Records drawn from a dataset
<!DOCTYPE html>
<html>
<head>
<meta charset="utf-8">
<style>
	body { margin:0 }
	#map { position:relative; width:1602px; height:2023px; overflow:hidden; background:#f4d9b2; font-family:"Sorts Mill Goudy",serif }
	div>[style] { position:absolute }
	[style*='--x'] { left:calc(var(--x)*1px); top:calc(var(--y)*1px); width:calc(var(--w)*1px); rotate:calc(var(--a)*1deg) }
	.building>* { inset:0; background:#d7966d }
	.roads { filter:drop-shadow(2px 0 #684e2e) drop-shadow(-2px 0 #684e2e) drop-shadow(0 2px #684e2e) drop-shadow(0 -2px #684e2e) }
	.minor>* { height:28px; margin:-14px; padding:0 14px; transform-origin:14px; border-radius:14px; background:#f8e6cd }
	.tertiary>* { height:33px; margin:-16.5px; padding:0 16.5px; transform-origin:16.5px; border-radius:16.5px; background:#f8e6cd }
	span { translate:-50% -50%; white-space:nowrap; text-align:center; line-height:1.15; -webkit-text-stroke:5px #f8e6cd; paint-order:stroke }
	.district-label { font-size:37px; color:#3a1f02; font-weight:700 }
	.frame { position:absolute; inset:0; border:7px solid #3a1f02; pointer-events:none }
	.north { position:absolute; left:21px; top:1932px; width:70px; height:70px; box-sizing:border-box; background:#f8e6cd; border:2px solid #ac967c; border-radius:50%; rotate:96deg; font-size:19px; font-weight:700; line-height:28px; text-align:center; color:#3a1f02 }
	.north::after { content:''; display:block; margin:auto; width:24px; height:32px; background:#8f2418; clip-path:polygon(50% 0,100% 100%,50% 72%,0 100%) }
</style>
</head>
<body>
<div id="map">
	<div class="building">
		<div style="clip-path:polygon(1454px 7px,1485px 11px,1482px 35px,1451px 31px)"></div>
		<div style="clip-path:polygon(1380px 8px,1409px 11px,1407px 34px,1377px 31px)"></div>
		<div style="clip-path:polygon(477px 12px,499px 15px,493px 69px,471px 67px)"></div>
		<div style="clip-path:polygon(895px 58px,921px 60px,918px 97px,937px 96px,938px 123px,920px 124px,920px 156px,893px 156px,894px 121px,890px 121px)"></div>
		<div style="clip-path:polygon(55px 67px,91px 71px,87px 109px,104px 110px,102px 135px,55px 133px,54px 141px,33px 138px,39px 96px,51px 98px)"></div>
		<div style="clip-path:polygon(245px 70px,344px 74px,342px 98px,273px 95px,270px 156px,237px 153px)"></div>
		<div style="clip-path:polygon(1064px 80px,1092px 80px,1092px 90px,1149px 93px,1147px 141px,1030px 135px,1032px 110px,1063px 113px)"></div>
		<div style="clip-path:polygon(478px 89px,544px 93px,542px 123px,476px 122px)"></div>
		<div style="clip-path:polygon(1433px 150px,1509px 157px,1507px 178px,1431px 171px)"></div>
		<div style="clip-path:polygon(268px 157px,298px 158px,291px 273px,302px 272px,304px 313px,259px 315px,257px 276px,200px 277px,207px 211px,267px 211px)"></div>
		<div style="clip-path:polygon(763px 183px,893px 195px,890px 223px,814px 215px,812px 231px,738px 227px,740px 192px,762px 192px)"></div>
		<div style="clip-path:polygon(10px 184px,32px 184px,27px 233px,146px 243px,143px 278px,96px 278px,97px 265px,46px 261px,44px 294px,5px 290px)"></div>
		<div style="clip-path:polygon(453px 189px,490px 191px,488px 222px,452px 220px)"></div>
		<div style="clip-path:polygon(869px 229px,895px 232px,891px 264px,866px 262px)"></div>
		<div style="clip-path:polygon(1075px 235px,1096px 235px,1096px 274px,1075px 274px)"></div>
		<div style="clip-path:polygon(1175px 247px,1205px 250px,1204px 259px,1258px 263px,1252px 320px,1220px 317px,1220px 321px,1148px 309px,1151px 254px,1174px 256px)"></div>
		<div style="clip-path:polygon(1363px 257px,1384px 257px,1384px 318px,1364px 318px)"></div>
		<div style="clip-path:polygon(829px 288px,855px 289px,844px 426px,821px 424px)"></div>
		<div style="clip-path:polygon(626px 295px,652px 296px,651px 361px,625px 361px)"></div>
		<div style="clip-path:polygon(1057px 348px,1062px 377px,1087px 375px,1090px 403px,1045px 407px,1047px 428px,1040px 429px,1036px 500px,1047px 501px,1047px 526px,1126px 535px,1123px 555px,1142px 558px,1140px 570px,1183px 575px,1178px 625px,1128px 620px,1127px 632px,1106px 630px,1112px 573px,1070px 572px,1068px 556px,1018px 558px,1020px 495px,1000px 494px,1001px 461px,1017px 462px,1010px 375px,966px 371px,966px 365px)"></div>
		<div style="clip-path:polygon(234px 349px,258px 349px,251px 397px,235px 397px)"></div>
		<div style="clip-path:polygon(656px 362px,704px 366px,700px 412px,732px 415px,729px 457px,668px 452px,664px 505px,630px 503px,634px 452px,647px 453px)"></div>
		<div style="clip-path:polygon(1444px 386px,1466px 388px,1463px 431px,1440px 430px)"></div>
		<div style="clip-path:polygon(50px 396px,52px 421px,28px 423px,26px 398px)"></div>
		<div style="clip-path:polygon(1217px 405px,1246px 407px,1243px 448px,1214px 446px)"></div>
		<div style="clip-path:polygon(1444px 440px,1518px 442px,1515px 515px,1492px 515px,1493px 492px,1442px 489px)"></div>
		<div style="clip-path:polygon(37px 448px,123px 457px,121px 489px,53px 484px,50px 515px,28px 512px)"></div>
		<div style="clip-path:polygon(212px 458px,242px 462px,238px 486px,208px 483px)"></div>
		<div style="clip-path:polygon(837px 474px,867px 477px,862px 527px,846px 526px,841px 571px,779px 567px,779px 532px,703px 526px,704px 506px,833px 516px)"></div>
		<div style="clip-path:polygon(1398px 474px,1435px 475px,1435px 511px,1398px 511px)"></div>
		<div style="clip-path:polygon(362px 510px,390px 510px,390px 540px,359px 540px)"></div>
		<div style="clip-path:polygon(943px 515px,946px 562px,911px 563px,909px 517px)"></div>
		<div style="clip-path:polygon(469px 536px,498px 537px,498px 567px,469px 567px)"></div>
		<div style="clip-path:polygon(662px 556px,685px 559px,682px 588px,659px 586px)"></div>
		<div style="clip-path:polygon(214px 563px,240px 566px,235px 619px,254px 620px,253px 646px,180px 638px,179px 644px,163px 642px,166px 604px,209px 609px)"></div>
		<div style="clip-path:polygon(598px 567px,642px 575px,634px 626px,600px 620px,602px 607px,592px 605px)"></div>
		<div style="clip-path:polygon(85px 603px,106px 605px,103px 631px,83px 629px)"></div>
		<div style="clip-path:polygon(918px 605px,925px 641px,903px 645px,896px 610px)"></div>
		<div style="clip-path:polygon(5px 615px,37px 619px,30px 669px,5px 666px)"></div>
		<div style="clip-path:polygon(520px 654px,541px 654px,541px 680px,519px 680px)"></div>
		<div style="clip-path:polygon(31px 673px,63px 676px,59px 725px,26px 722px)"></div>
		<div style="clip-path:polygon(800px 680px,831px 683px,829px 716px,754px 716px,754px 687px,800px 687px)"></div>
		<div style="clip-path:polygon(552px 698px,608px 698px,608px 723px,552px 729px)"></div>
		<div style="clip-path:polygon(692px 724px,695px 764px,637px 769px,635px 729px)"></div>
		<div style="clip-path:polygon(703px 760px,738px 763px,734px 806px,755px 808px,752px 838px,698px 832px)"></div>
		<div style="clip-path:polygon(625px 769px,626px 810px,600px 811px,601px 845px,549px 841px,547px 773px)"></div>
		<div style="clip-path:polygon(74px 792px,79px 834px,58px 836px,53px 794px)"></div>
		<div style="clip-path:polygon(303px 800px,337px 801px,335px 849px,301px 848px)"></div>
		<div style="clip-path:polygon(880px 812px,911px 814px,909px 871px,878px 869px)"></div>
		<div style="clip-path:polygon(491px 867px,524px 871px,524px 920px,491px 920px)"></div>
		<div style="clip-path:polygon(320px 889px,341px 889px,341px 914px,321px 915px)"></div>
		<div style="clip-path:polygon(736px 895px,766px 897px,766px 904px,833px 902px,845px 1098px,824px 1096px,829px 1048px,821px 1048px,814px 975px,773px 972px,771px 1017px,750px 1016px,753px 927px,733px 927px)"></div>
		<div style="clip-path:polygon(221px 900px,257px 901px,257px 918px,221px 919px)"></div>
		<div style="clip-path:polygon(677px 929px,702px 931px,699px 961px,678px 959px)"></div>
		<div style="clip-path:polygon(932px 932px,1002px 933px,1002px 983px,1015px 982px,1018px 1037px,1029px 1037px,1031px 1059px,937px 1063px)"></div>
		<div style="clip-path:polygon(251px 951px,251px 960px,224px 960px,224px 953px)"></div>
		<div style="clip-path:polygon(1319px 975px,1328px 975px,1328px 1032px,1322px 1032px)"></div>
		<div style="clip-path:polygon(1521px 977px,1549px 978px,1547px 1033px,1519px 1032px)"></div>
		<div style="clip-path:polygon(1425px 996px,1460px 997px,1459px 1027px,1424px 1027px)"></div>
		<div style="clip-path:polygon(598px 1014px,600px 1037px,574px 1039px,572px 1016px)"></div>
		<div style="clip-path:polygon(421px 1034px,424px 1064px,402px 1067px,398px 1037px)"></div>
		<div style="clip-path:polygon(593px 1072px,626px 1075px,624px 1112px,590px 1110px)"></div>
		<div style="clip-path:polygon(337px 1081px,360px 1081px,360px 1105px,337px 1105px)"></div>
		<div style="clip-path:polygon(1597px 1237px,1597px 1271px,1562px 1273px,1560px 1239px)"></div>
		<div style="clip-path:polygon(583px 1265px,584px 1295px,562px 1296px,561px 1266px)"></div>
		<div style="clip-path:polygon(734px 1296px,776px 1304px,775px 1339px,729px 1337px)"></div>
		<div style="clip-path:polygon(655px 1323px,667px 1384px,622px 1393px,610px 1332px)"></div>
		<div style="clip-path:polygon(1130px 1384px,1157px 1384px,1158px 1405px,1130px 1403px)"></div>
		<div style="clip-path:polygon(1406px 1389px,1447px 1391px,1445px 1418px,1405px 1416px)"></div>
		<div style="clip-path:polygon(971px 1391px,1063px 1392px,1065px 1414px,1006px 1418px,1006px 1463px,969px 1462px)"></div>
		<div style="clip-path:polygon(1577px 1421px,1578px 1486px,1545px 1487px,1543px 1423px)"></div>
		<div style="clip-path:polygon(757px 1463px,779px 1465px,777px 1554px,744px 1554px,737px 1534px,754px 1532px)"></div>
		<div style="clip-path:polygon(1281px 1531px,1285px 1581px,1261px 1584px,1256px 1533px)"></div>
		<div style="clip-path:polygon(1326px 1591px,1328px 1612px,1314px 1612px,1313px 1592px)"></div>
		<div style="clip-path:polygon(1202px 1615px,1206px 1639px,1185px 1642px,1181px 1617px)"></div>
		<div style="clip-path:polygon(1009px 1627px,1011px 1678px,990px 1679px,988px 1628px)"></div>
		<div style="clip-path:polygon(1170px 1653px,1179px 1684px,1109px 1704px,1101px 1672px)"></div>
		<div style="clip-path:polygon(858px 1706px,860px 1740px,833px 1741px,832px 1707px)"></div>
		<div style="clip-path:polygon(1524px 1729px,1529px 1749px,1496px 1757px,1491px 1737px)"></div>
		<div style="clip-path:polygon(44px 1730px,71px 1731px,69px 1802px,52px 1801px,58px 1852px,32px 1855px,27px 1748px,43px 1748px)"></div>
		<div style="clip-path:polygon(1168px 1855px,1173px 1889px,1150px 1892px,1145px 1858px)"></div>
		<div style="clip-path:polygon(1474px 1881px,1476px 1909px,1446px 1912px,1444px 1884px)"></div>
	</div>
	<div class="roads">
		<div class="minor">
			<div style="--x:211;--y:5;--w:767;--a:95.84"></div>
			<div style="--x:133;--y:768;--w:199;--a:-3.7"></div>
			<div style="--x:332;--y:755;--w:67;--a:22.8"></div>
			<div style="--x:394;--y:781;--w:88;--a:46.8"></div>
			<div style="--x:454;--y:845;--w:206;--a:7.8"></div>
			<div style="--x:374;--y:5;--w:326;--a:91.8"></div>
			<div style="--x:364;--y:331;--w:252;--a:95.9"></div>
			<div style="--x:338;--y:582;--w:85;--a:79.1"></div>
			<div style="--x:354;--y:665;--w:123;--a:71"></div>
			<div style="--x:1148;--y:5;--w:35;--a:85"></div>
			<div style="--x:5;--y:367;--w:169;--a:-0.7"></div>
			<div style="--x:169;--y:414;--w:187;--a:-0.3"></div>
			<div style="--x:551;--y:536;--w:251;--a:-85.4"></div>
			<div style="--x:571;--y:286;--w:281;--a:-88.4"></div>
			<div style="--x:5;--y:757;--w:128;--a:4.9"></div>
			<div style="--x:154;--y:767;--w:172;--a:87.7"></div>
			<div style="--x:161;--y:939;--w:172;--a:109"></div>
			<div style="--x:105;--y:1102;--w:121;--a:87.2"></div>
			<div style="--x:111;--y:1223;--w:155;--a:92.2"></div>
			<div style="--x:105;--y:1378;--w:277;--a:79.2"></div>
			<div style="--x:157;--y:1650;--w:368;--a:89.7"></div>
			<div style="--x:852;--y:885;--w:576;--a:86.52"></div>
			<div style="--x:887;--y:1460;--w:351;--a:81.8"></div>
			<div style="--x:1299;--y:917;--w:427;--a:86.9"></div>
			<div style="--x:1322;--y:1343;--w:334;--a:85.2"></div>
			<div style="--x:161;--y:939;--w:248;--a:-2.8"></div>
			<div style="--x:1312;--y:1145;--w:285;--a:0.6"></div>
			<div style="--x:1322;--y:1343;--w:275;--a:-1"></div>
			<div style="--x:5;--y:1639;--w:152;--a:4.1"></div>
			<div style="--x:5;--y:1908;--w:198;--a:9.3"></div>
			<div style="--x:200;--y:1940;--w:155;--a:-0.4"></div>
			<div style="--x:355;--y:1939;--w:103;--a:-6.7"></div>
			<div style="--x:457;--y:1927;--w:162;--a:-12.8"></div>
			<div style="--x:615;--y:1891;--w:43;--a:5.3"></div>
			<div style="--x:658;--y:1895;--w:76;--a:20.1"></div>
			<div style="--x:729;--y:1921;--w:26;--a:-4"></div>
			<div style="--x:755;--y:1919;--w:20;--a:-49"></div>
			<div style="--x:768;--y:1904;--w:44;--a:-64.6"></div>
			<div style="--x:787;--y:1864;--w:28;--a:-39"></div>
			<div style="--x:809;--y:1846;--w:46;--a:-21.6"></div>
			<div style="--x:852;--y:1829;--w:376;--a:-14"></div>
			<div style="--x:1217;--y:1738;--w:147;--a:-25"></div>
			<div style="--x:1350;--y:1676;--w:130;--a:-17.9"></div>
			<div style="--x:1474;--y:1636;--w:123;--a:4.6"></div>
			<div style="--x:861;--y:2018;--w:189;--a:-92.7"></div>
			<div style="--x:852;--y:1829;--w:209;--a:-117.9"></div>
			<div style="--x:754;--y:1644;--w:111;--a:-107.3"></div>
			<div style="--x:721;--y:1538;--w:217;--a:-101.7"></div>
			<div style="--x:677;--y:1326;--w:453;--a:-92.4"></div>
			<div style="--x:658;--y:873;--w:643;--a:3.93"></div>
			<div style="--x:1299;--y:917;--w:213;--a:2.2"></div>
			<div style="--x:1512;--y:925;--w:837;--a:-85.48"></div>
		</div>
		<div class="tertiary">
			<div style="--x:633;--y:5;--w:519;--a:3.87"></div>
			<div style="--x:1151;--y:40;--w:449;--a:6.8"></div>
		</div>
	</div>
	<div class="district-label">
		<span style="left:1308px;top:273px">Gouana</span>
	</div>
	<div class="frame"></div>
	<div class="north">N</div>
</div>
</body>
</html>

WHAT THE TASK ASKS —
Retype exactly the lines from the first line of the records above through the line containing "position:absolute; left:21px; top:1932px;", both included, and nothing else.

TASK OUTPUT —
<!DOCTYPE html>
<html>
<head>
<meta charset="utf-8">
<style>
	body { margin:0 }
	#map { position:relative; width:1602px; height:2023px; overflow:hidden; background:#f4d9b2; font-family:"Sorts Mill Goudy",serif }
	div>[style] { position:absolute }
	[style*='--x'] { left:calc(var(--x)*1px); top:calc(var(--y)*1px); width:calc(var(--w)*1px); rotate:calc(var(--a)*1deg) }
	.building>* { inset:0; background:#d7966d }
	.roads { filter:drop-shadow(2px 0 #684e2e) drop-shadow(-2px 0 #684e2e) drop-shadow(0 2px #684e2e) drop-shadow(0 -2px #684e2e) }
	.minor>* { height:28px; margin:-14px; padding:0 14px; transform-origin:14px; border-radius:14px; background:#f8e6cd }
	.tertiary>* { height:33px; margin:-16.5px; padding:0 16.5px; transform-origin:16.5px; border-radius:16.5px; background:#f8e6cd }
	span { translate:-50% -50%; white-space:nowrap; text-align:center; line-height:1.15; -webkit-text-stroke:5px #f8e6cd; paint-order:stroke }
	.district-label { font-size:37px; color:#3a1f02; font-weight:700 }
	.frame { position:absolute; inset:0; border:7px solid #3a1f02; pointer-events:none }
	.north { position:absolute; left:21px; top:1932px; width:70px; height:70px; box-sizing:border-box; background:#f8e6cd; border:2px solid #ac967c; border-radius:50%; rotate:96deg; font-size:19px; font-weight:700; line-height:28px; text-align:center; color:#3a1f02 }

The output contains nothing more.